MATERIAL TO PROCESS
==========

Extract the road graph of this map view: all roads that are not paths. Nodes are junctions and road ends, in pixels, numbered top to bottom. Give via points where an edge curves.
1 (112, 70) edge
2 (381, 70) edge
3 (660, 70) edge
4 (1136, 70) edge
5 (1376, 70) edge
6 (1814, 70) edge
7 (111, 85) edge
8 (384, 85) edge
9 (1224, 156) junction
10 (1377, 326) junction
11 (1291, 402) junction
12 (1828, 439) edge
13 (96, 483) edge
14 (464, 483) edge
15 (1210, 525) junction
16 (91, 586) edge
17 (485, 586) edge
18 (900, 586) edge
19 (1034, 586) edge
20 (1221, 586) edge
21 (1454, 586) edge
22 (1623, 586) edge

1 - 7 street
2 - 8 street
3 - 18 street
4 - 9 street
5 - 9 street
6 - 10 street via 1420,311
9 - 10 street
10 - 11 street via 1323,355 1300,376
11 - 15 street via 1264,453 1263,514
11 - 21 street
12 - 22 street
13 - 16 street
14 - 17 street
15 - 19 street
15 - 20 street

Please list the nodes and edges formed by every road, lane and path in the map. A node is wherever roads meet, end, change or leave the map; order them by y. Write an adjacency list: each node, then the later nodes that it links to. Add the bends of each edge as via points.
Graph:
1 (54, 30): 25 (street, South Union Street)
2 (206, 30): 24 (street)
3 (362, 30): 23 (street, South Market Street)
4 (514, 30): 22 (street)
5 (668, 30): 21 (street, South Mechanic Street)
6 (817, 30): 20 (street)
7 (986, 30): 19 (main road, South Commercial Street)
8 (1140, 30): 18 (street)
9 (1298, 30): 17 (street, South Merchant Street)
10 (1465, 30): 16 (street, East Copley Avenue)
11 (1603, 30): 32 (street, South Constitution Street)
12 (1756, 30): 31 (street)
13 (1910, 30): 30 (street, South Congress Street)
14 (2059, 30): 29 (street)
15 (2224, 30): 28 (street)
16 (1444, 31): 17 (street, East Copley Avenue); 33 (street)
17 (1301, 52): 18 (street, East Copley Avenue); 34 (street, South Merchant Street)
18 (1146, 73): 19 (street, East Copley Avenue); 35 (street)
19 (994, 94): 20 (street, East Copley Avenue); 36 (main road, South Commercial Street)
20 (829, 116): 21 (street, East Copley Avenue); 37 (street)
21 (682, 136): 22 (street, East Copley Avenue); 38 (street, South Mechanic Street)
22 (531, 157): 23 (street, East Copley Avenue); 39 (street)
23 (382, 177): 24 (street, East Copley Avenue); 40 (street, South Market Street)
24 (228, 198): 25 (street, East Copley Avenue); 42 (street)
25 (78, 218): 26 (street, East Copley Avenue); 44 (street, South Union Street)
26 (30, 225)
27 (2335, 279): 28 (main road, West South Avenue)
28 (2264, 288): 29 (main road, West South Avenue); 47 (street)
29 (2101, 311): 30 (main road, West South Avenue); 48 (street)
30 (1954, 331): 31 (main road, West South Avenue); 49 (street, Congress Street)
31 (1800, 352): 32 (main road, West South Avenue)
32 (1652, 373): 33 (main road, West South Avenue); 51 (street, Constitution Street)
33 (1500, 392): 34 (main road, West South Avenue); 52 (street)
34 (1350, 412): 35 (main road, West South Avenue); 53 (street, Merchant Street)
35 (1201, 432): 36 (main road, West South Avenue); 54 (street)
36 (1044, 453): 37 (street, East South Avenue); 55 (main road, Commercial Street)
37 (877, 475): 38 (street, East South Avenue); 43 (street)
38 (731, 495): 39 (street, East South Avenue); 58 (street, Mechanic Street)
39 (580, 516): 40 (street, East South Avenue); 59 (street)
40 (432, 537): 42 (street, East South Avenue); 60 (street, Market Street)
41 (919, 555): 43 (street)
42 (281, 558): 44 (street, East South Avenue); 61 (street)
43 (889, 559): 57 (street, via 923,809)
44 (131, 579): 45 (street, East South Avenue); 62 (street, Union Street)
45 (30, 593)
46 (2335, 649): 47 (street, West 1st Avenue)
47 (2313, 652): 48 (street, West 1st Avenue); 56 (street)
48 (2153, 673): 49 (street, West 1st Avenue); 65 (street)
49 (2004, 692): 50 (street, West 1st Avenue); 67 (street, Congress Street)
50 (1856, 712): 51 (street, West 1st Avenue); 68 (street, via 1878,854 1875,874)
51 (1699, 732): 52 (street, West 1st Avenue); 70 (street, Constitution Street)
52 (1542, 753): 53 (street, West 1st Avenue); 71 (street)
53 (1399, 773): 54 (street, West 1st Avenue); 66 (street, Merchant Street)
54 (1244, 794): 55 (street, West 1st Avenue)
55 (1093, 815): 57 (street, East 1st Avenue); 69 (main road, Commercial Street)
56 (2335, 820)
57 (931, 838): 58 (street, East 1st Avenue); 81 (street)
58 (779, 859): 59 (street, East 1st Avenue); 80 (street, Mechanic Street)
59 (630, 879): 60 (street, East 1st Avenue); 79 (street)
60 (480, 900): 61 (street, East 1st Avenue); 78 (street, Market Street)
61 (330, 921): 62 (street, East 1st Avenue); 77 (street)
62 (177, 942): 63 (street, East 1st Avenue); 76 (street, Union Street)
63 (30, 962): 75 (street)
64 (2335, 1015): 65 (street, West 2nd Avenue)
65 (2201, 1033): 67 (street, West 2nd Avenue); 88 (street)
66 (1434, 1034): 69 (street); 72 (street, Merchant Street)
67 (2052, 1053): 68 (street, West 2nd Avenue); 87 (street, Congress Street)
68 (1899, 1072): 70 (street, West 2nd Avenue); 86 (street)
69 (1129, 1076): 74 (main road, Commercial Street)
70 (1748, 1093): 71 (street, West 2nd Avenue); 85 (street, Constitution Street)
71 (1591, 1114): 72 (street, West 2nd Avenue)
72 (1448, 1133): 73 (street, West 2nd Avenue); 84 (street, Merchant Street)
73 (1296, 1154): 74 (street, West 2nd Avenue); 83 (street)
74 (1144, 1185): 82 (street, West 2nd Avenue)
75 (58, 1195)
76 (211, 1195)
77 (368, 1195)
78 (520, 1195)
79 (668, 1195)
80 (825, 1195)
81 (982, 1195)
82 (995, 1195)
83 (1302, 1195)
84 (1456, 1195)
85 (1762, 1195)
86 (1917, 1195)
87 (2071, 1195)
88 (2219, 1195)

==========

REQUIRED WORK
Whatever appears in the lines above should be copied exactly.

OUTPUT FOR THIS TASK
Extract the road graph of this map view: all roads that are not paths. Nodes are junctions and road ends, in pixels, numbered top to bottom. Give via points where an edge curves.
1 (112, 70) edge
2 (381, 70) edge
3 (660, 70) edge
4 (1136, 70) edge
5 (1376, 70) edge
6 (1814, 70) edge
7 (111, 85) edge
8 (384, 85) edge
9 (1224, 156) junction
10 (1377, 326) junction
11 (1291, 402) junction
12 (1828, 439) edge
13 (96, 483) edge
14 (464, 483) edge
15 (1210, 525) junction
16 (91, 586) edge
17 (485, 586) edge
18 (900, 586) edge
19 (1034, 586) edge
20 (1221, 586) edge
21 (1454, 586) edge
22 (1623, 586) edge

1 - 7 street
2 - 8 street
3 - 18 street
4 - 9 street
5 - 9 street
6 - 10 street via 1420,311
9 - 10 street
10 - 11 street via 1323,355 1300,376
11 - 15 street via 1264,453 1263,514
11 - 21 street
12 - 22 street
13 - 16 street
14 - 17 street
15 - 19 street
15 - 20 street

Please list the nodes and edges formed by every road, lane and path in the map. A node is wherever roads meet, end, change or leave the map; order them by y. Write an adjacency list: each node, then the later nodes that it links to. Add the bends of each edge as via points.
Graph:
1 (54, 30): 25 (street, South Union Street)
2 (206, 30): 24 (street)
3 (362, 30): 23 (street, South Market Street)
4 (514, 30): 22 (street)
5 (668, 30): 21 (street, South Mechanic Street)
6 (817, 30): 20 (street)
7 (986, 30): 19 (main road, South Commercial Street)
8 (1140, 30): 18 (street)
9 (1298, 30): 17 (street, South Merchant Street)
10 (1465, 30): 16 (street, East Copley Avenue)
11 (1603, 30): 32 (street, South Constitution Street)
12 (1756, 30): 31 (street)
13 (1910, 30): 30 (street, South Congress Street)
14 (2059, 30): 29 (street)
15 (2224, 30): 28 (street)
16 (1444, 31): 17 (street, East Copley Avenue); 33 (street)
17 (1301, 52): 18 (street, East Copley Avenue); 34 (street, South Merchant Street)
18 (1146, 73): 19 (street, East Copley Avenue); 35 (street)
19 (994, 94): 20 (street, East Copley Avenue); 36 (main road, South Commercial Street)
20 (829, 116): 21 (street, East Copley Avenue); 37 (street)
21 (682, 136): 22 (street, East Copley Avenue); 38 (street, South Mechanic Street)
22 (531, 157): 23 (street, East Copley Avenue); 39 (street)
23 (382, 177): 24 (street, East Copley Avenue); 40 (street, South Market Street)
24 (228, 198): 25 (street, East Copley Avenue); 42 (street)
25 (78, 218): 26 (street, East Copley Avenue); 44 (street, South Union Street)
26 (30, 225)
27 (2335, 279): 28 (main road, West South Avenue)
28 (2264, 288): 29 (main road, West South Avenue); 47 (street)
29 (2101, 311): 30 (main road, West South Avenue); 48 (street)
30 (1954, 331): 31 (main road, West South Avenue); 49 (street, Congress Street)
31 (1800, 352): 32 (main road, West South Avenue)
32 (1652, 373): 33 (main road, West South Avenue); 51 (street, Constitution Street)
33 (1500, 392): 34 (main road, West South Avenue); 52 (street)
34 (1350, 412): 35 (main road, West South Avenue); 53 (street, Merchant Street)
35 (1201, 432): 36 (main road, West South Avenue); 54 (street)
36 (1044, 453): 37 (street, East South Avenue); 55 (main road, Commercial Street)
37 (877, 475): 38 (street, East South Avenue); 43 (street)
38 (731, 495): 39 (street, East South Avenue); 58 (street, Mechanic Street)
39 (580, 516): 40 (street, East South Avenue); 59 (street)
40 (432, 537): 42 (street, East South Avenue); 60 (street, Market Street)
41 (919, 555): 43 (street)
42 (281, 558): 44 (street, East South Avenue); 61 (street)
43 (889, 559): 57 (street, via 923,809)
44 (131, 579): 45 (street, East South Avenue); 62 (street, Union Street)
45 (30, 593)
46 (2335, 649): 47 (street, West 1st Avenue)
47 (2313, 652): 48 (street, West 1st Avenue); 56 (street)
48 (2153, 673): 49 (street, West 1st Avenue); 65 (street)
49 (2004, 692): 50 (street, West 1st Avenue); 67 (street, Congress Street)
50 (1856, 712): 51 (street, West 1st Avenue); 68 (street, via 1878,854 1875,874)
51 (1699, 732): 52 (street, West 1st Avenue); 70 (street, Constitution Street)
52 (1542, 753): 53 (street, West 1st Avenue); 71 (street)
53 (1399, 773): 54 (street, West 1st Avenue); 66 (street, Merchant Street)
54 (1244, 794): 55 (street, West 1st Avenue)
55 (1093, 815): 57 (street, East 1st Avenue); 69 (main road, Commercial Street)
56 (2335, 820)
57 (931, 838): 58 (street, East 1st Avenue); 81 (street)
58 (779, 859): 59 (street, East 1st Avenue); 80 (street, Mechanic Street)
59 (630, 879): 60 (street, East 1st Avenue); 79 (street)
60 (480, 900): 61 (street, East 1st Avenue); 78 (street, Market Street)
61 (330, 921): 62 (street, East 1st Avenue); 77 (street)
62 (177, 942): 63 (street, East 1st Avenue); 76 (street, Union Street)
63 (30, 962): 75 (street)
64 (2335, 1015): 65 (street, West 2nd Avenue)
65 (2201, 1033): 67 (street, West 2nd Avenue); 88 (street)
66 (1434, 1034): 69 (street); 72 (street, Merchant Street)
67 (2052, 1053): 68 (street, West 2nd Avenue); 87 (street, Congress Street)
68 (1899, 1072): 70 (street, West 2nd Avenue); 86 (street)
69 (1129, 1076): 74 (main road, Commercial Street)
70 (1748, 1093): 71 (street, West 2nd Avenue); 85 (street, Constitution Street)
71 (1591, 1114): 72 (street, West 2nd Avenue)
72 (1448, 1133): 73 (street, West 2nd Avenue); 84 (street, Merchant Street)
73 (1296, 1154): 74 (street, West 2nd Avenue); 83 (street)
74 (1144, 1185): 82 (street, West 2nd Avenue)
75 (58, 1195)
76 (211, 1195)
77 (368, 1195)
78 (520, 1195)
79 (668, 1195)
80 (825, 1195)
81 (982, 1195)
82 (995, 1195)
83 (1302, 1195)
84 (1456, 1195)
85 (1762, 1195)
86 (1917, 1195)
87 (2071, 1195)
88 (2219, 1195)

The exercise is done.